:: Work instructions ::
Pictures are to be dropped. Everything else in the listing gets copied exactly.

:: Data provided ::
════════════════════
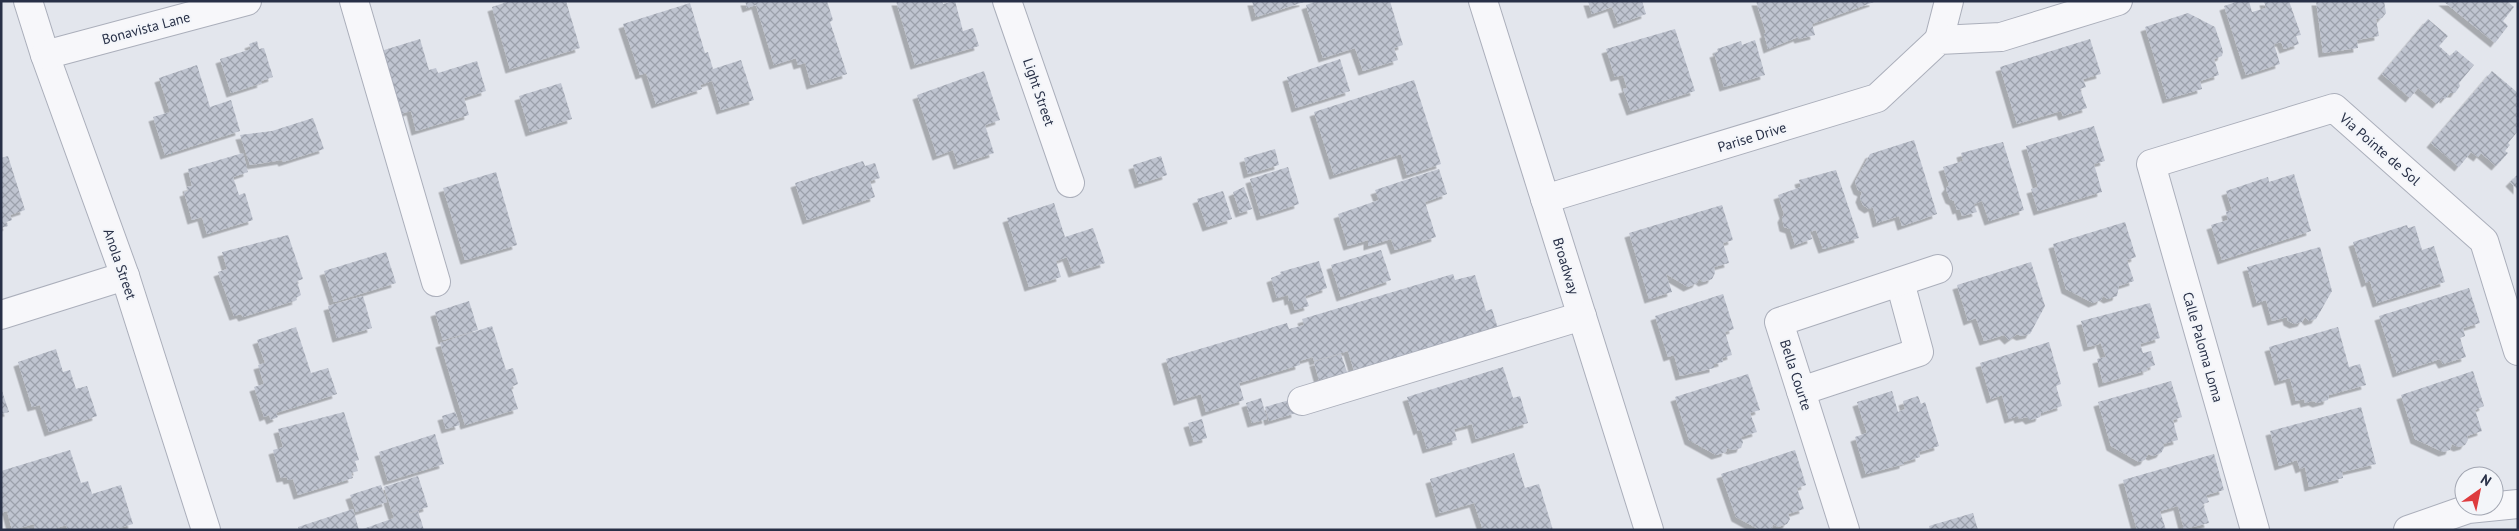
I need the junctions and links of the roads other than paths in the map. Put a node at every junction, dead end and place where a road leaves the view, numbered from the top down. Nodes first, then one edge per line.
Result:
1 (28, 1) edge
2 (247, 1) edge
3 (354, 1) edge
4 (1007, 1) edge
5 (1483, 1) edge
6 (1949, 1) edge
7 (2118, 1) edge
8 (1939, 40) junction
9 (45, 54) junction
10 (2151, 164) joint
11 (1070, 183) dead end
12 (1546, 200) junction
13 (1938, 269) dead end
14 (125, 276) junction
15 (436, 282) dead end
16 (1900, 282) junction
17 (1, 315) edge
18 (1582, 316) junction
19 (2518, 350) edge
20 (1801, 391) junction
21 (1302, 401) dead end
22 (2518, 504) edge
23 (206, 530) edge
24 (1649, 530) edge
25 (1845, 530) edge
26 (2255, 530) edge
27 (2408, 530) edge

1 - 9 street, Anola Street
2 - 9 street, Bonavista Lane
3 - 15 street
4 - 11 street, Light Street
5 - 12 street, Broadway
6 - 8 street
7 - 8 street
8 - 12 street, Parise Drive
9 - 14 street, Anola Street
10 - 19 street, Via Pointe de Sol
10 - 26 street, Calle Paloma Loma
12 - 18 street, Broadway
13 - 16 street, Bella Courte
14 - 17 street
14 - 23 street, Anola Street
16 - 20 street
16 - 20 street, Bella Courte
18 - 21 street
18 - 24 street, Broadway
20 - 25 street, Bella Courte
22 - 27 street

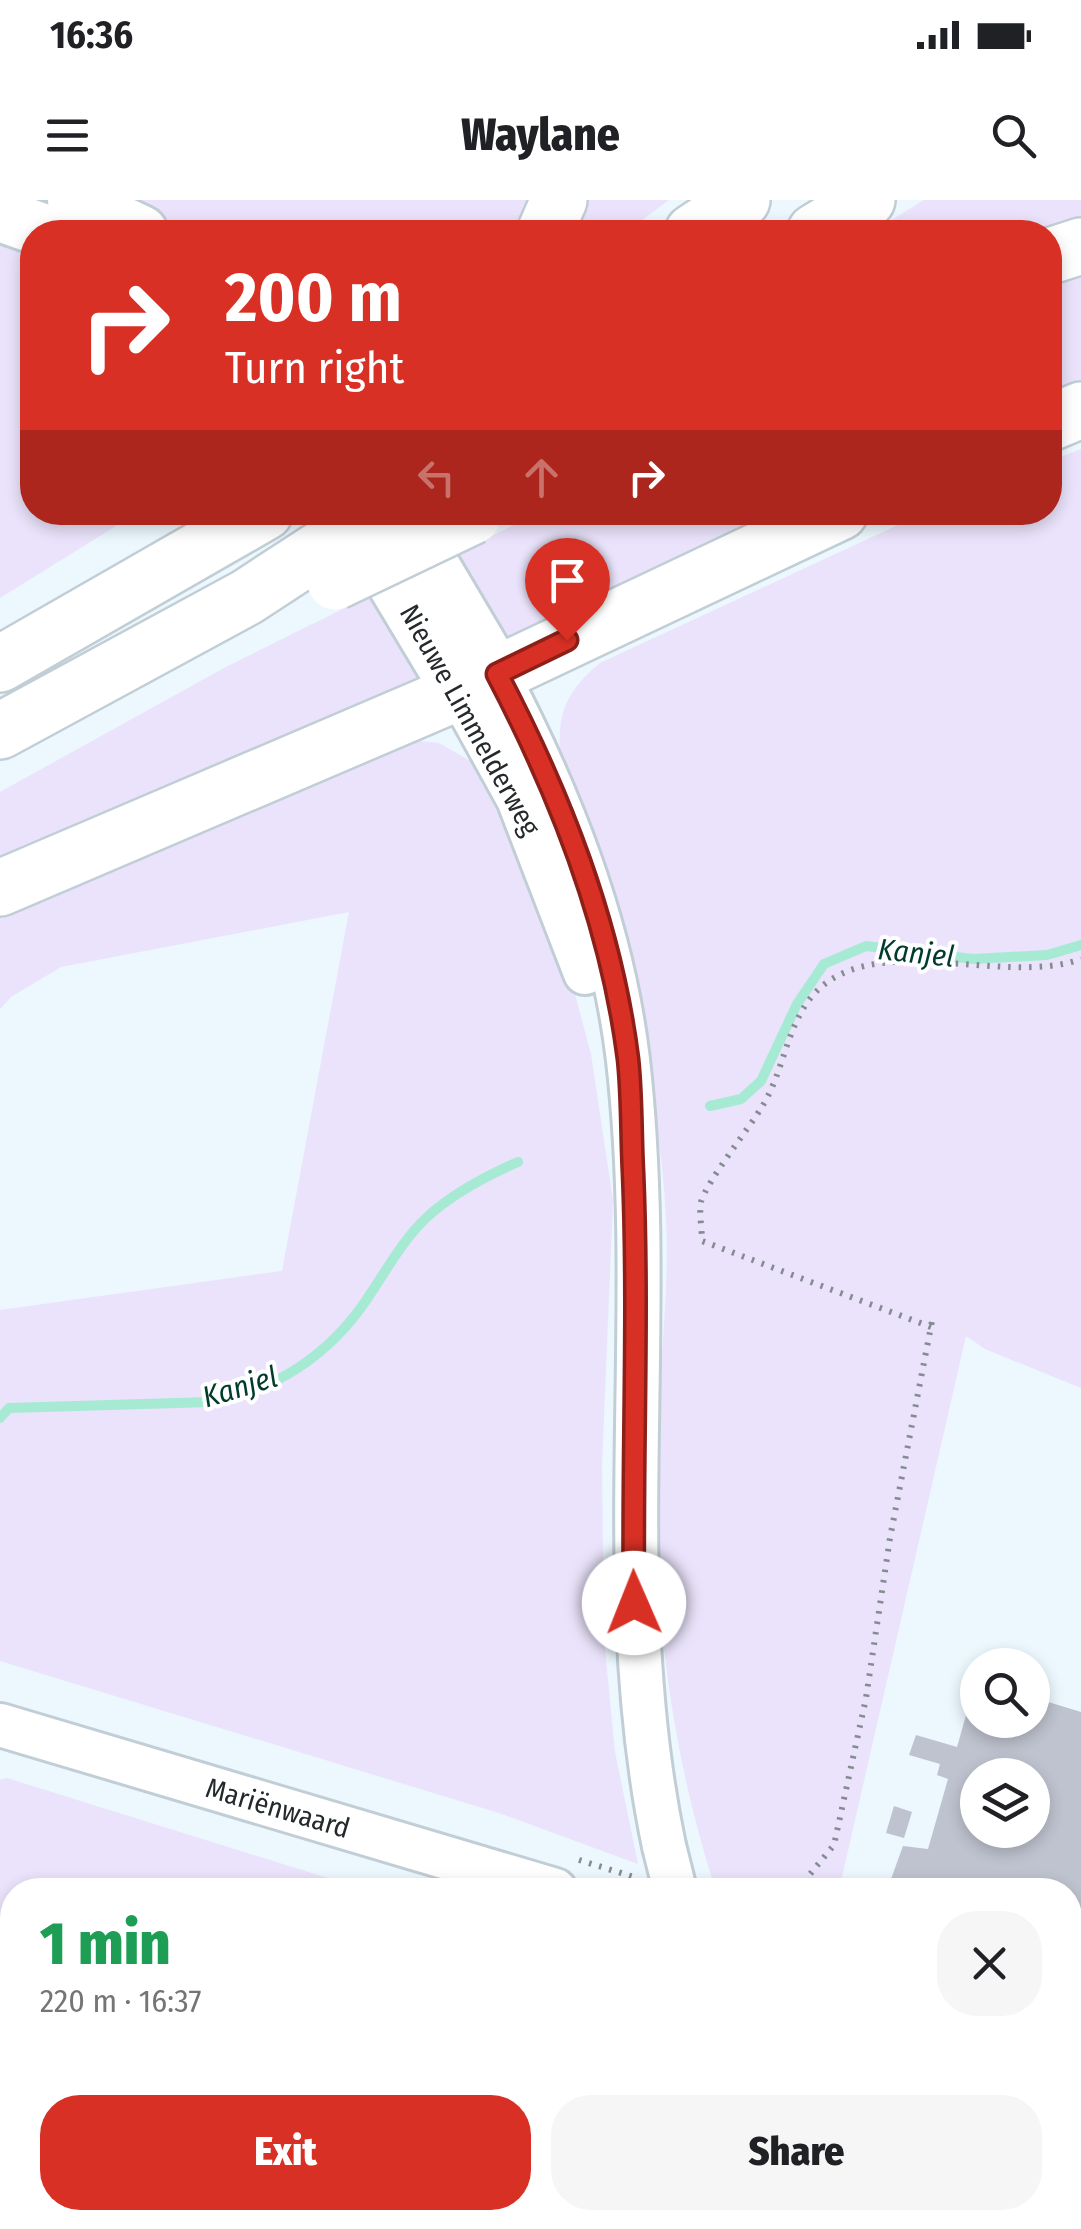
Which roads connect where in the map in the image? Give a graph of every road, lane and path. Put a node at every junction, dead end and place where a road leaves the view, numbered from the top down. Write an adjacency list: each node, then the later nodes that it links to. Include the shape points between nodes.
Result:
1 (74, 200): 4 (main road)
2 (742, 200): 5 (highway)
3 (867, 200): 6 (highway)
4 (116, 220)
5 (711, 220)
6 (834, 220)
7 (182, 525): 14 (highway)
8 (242, 525): 15 (highway)
9 (364, 525): 13 (highway, bridge)
10 (407, 525): 16 (main road, Nieuwe Limmelderweg)
11 (430, 525): 13 (highway, bridge)
12 (812, 525): 16 (highway)
13 (335, 548): 16 (main road, Nieuwe Limmelderweg); 17 (highway)
14 (0, 641)
15 (0, 664)
16 (478, 683): 18 (highway); 24 (street, Nieuwe Limmelderweg, bridge, via 562,811 604,938 628,1056 635,1630 650,1780)
17 (0, 731)
18 (0, 888)
19 (1081, 959): 21 (path, via 970,968 879,963 828,982 798,1019 765,1102 702,1202 702,1241)
20 (933, 1316): 21 (path)
21 (932, 1328): 25 (path, via 834,1845)
22 (0, 1725): 23 (street, Mariënwaard)
23 (515, 1878)
24 (672, 1878)
25 (807, 1878)

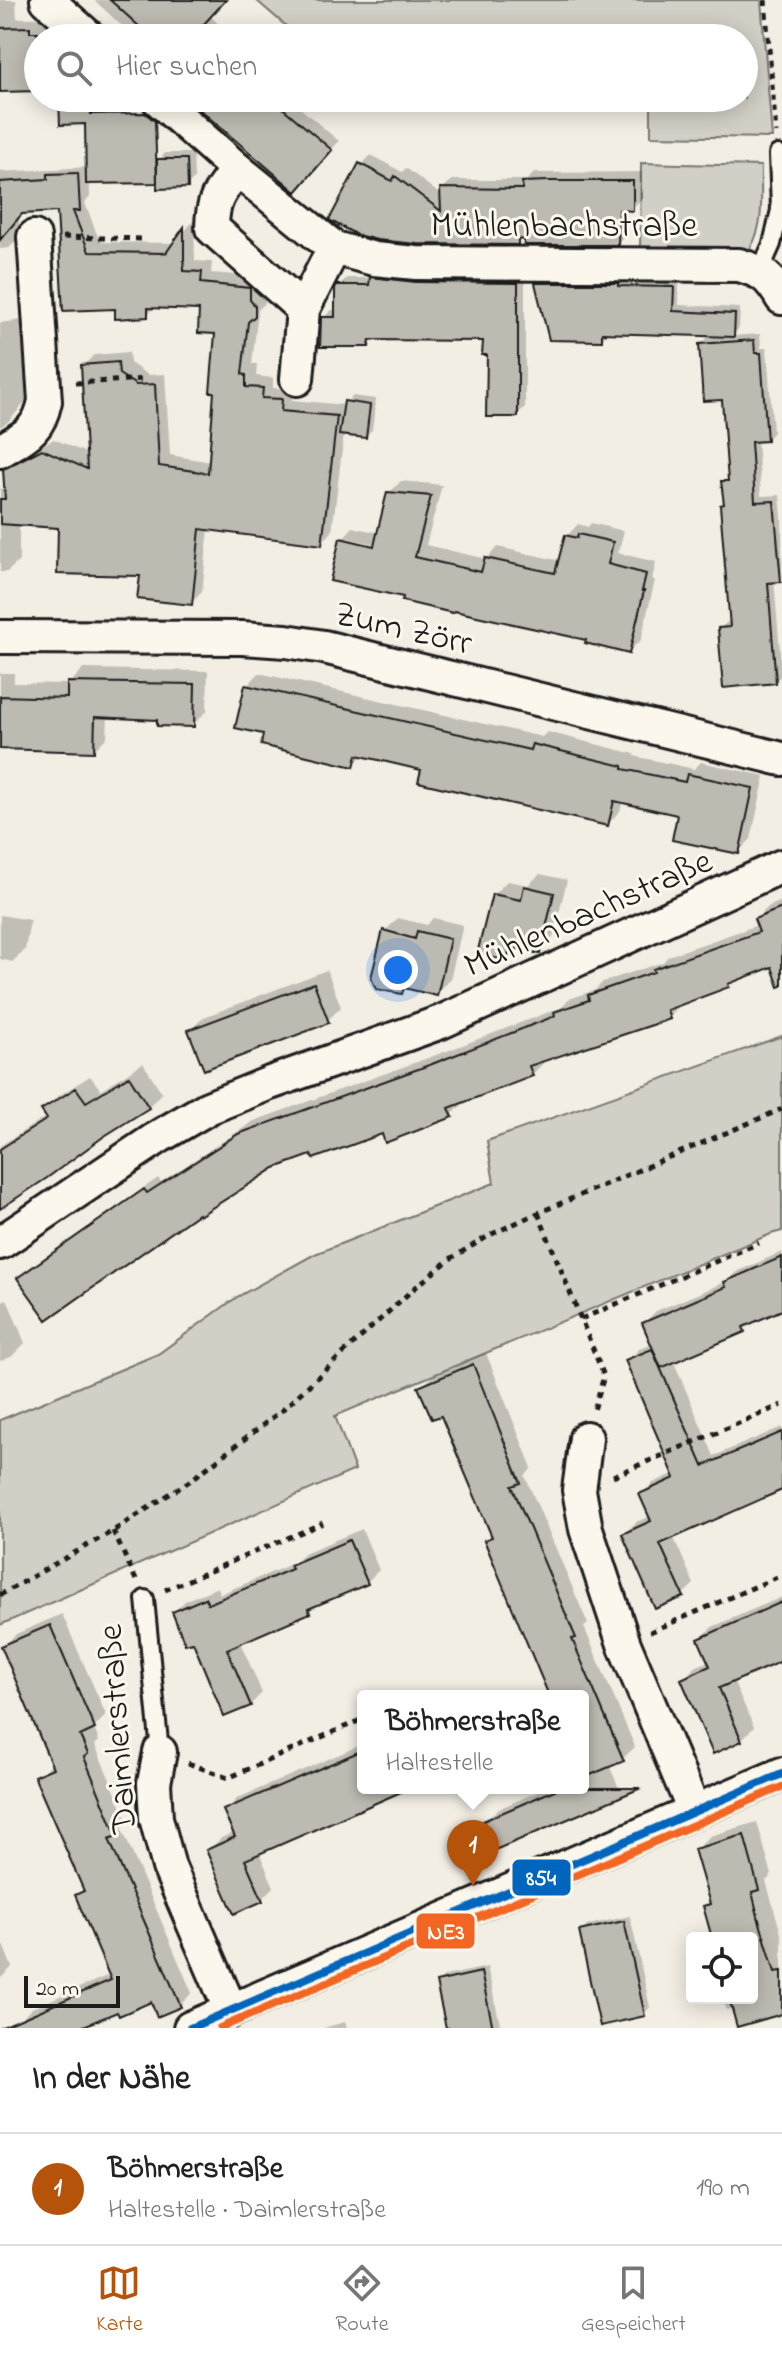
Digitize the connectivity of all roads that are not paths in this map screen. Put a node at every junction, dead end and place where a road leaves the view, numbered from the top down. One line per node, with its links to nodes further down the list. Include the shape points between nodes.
════════════════════
:: Exercise response ::
I need the junctions and links of the roads other than paths in the map. Put a node at every junction, dead end and place where a road leaves the view, numbered from the top down. Nodes first, then one edge per line.
Result:
1 (28, 1) edge
2 (247, 1) edge
3 (354, 1) edge
4 (1007, 1) edge
5 (1483, 1) edge
6 (1949, 1) edge
7 (2118, 1) edge
8 (1939, 40) junction
9 (45, 54) junction
10 (2151, 164) joint
11 (1070, 183) dead end
12 (1546, 200) junction
13 (1938, 269) dead end
14 (125, 276) junction
15 (436, 282) dead end
16 (1900, 282) junction
17 (1, 315) edge
18 (1582, 316) junction
19 (2518, 350) edge
20 (1801, 391) junction
21 (1302, 401) dead end
22 (2518, 504) edge
23 (206, 530) edge
24 (1649, 530) edge
25 (1845, 530) edge
26 (2255, 530) edge
27 (2408, 530) edge

1 - 9 street, Anola Street
2 - 9 street, Bonavista Lane
3 - 15 street
4 - 11 street, Light Street
5 - 12 street, Broadway
6 - 8 street
7 - 8 street
8 - 12 street, Parise Drive
9 - 14 street, Anola Street
10 - 19 street, Via Pointe de Sol
10 - 26 street, Calle Paloma Loma
12 - 18 street, Broadway
13 - 16 street, Bella Courte
14 - 17 street
14 - 23 street, Anola Street
16 - 20 street
16 - 20 street, Bella Courte
18 - 21 street
18 - 24 street, Broadway
20 - 25 street, Bella Courte
22 - 27 street

Which roads connect where in the map in the image? Give a graph of every road, lane and path. Put a node at every junction, dead end and place where a road leaves the view, numbered from the top down. Write an adjacency list: each node, then the later nodes that it links to. Include the shape points between nodes.
Result:
1 (74, 200): 4 (main road)
2 (742, 200): 5 (highway)
3 (867, 200): 6 (highway)
4 (116, 220)
5 (711, 220)
6 (834, 220)
7 (182, 525): 14 (highway)
8 (242, 525): 15 (highway)
9 (364, 525): 13 (highway, bridge)
10 (407, 525): 16 (main road, Nieuwe Limmelderweg)
11 (430, 525): 13 (highway, bridge)
12 (812, 525): 16 (highway)
13 (335, 548): 16 (main road, Nieuwe Limmelderweg); 17 (highway)
14 (0, 641)
15 (0, 664)
16 (478, 683): 18 (highway); 24 (street, Nieuwe Limmelderweg, bridge, via 562,811 604,938 628,1056 635,1630 650,1780)
17 (0, 731)
18 (0, 888)
19 (1081, 959): 21 (path, via 970,968 879,963 828,982 798,1019 765,1102 702,1202 702,1241)
20 (933, 1316): 21 (path)
21 (932, 1328): 25 (path, via 834,1845)
22 (0, 1725): 23 (street, Mariënwaard)
23 (515, 1878)
24 (672, 1878)
25 (807, 1878)

Digitize the connectivity of all roads that are not paths in this map screen. Put a node at every junction, dead end and place where a road leaves the view, numbered from the top down. One line per node, with its links to nodes further down the list. Include the shape points between nodes.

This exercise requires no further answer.